By Lewis Jackson and Samuel McKeith
SYDNEY (Reuters) -Prime Minister Anthony Albanese made a last-ditch appeal on Saturday for his fellow Australians to back a referendum to recognise Indigenous people in the constitution, as the country went to the polls to decide on the historic measure.
“I sincerely hope that Australians, when they walk into that ballot box today, vote ‘Yes’,” Albanese said in Sydney, according to a transcript.
Australians must write ‘Yes’ or ‘No’ on the ballot to answer whether they agree to alter the 122-year-old constitution to recognise Aboriginal and Torres Strait Island people and create an Indigenous body, called the Voice to Parliament, that can advise the government on Indigenous issues.
A poll released on Saturday indicated the ‘No’ vote is likely to succeed despite a late lift in support for ‘Yes’. Academics and human rights advocates fear a win for the ‘No’ camp could set back reconciliation efforts by years.
Supporters of the proposal believe entrenching an Indigenous Voice in the constitution would unite Australia and usher in a new era with its Indigenous people, who account for 3.8% of the population and are its most disadvantaged, by most socio-economic measures.
Many Indigenous people favour the change, but some say it is a distraction from achieving practical and positive outcomes and would not fully resolve issues affecting them. The political opposition says the measure is divisive, would be ineffective and would slow government decision-making.
Polls opened at 8 a.m. (from 2100 GMT on Friday in Sydney and Melbourne to 2400 GMT in Perth), although nearly half the more than 17 million eligible to vote had cast their vote early. Voting is compulsory in Australia.

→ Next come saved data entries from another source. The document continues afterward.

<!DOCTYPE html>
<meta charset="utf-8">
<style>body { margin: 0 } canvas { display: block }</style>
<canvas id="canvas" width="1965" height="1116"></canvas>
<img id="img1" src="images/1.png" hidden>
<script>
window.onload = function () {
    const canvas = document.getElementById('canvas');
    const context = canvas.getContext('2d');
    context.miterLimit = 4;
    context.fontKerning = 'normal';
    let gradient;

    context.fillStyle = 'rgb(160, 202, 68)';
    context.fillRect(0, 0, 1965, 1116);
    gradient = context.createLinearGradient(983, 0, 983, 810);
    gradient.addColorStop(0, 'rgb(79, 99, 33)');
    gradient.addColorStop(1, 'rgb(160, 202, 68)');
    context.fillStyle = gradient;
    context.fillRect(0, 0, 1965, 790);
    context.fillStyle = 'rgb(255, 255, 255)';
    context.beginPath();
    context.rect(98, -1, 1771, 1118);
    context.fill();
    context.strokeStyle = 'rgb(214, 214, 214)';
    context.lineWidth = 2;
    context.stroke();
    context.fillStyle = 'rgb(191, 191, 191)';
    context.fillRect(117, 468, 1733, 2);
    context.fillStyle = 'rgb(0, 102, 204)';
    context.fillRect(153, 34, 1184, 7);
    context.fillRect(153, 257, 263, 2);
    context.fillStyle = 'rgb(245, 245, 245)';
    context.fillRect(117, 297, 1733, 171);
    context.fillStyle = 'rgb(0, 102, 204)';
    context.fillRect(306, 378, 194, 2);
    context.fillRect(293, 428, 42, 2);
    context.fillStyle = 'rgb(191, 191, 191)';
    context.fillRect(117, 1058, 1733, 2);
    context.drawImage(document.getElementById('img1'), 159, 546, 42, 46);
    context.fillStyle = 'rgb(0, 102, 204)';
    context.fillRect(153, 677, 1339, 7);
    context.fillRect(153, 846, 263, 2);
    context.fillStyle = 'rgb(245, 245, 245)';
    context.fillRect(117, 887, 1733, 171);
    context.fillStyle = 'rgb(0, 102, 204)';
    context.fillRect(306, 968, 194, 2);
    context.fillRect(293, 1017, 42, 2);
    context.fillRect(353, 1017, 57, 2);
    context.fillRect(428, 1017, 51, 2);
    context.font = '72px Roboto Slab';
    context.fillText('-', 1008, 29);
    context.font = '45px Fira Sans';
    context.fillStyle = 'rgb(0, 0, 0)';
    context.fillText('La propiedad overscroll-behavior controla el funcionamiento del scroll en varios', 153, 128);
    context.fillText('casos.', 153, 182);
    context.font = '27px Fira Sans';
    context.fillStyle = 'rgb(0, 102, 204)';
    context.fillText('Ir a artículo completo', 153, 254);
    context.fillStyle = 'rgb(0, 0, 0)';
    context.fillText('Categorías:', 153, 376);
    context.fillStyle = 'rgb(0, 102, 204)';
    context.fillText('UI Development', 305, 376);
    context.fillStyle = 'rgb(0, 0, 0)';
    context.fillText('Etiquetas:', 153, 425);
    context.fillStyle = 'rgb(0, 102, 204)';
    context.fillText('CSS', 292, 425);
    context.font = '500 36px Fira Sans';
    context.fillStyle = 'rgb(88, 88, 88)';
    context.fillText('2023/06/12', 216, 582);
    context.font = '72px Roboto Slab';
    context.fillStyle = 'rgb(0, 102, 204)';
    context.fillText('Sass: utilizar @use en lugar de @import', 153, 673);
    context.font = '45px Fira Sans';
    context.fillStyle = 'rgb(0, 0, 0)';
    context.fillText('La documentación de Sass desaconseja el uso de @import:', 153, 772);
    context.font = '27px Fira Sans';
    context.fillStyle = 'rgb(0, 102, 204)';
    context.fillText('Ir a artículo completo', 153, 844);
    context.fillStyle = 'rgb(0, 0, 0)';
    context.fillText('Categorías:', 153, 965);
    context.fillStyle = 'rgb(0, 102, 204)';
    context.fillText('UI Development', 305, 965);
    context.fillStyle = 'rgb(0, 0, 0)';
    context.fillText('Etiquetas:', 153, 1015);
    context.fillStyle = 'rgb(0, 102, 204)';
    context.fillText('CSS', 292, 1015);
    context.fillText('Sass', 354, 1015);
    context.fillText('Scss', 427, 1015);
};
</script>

Vote counting starts after polls close at 6 p.m. (0700 GMT in Sydney), and the Australian Electoral Commission will release tallies as they come in.
At Sydney’s Bondi Beach, Indigenous man Michael Mahoney said he voted ‘Yes’ for “equality for all people, and a voice from my people to be part of our constitution”.
Nearby, Sydneysider Geoff Sumner said he voted ‘Yes’ in the hope that “this will make a difference and we can improve Aboriginal conditions all around”.
Another voter and ‘No’ campaigner, Greg Mason, doubted the usefulness of an Indigenous Voice to Parliament.
“The Voice is another bureaucracy on top of already multiple bureaucracies which don’t provide answers,” he said. “They don’t provide solutions to generational change.”
Referendums are difficult to pass in Australia, with only eight of 44 succeeding since the nation’s founding in 1901. Constitutional change requires a majority of votes both nationwide and in at least four of the six states.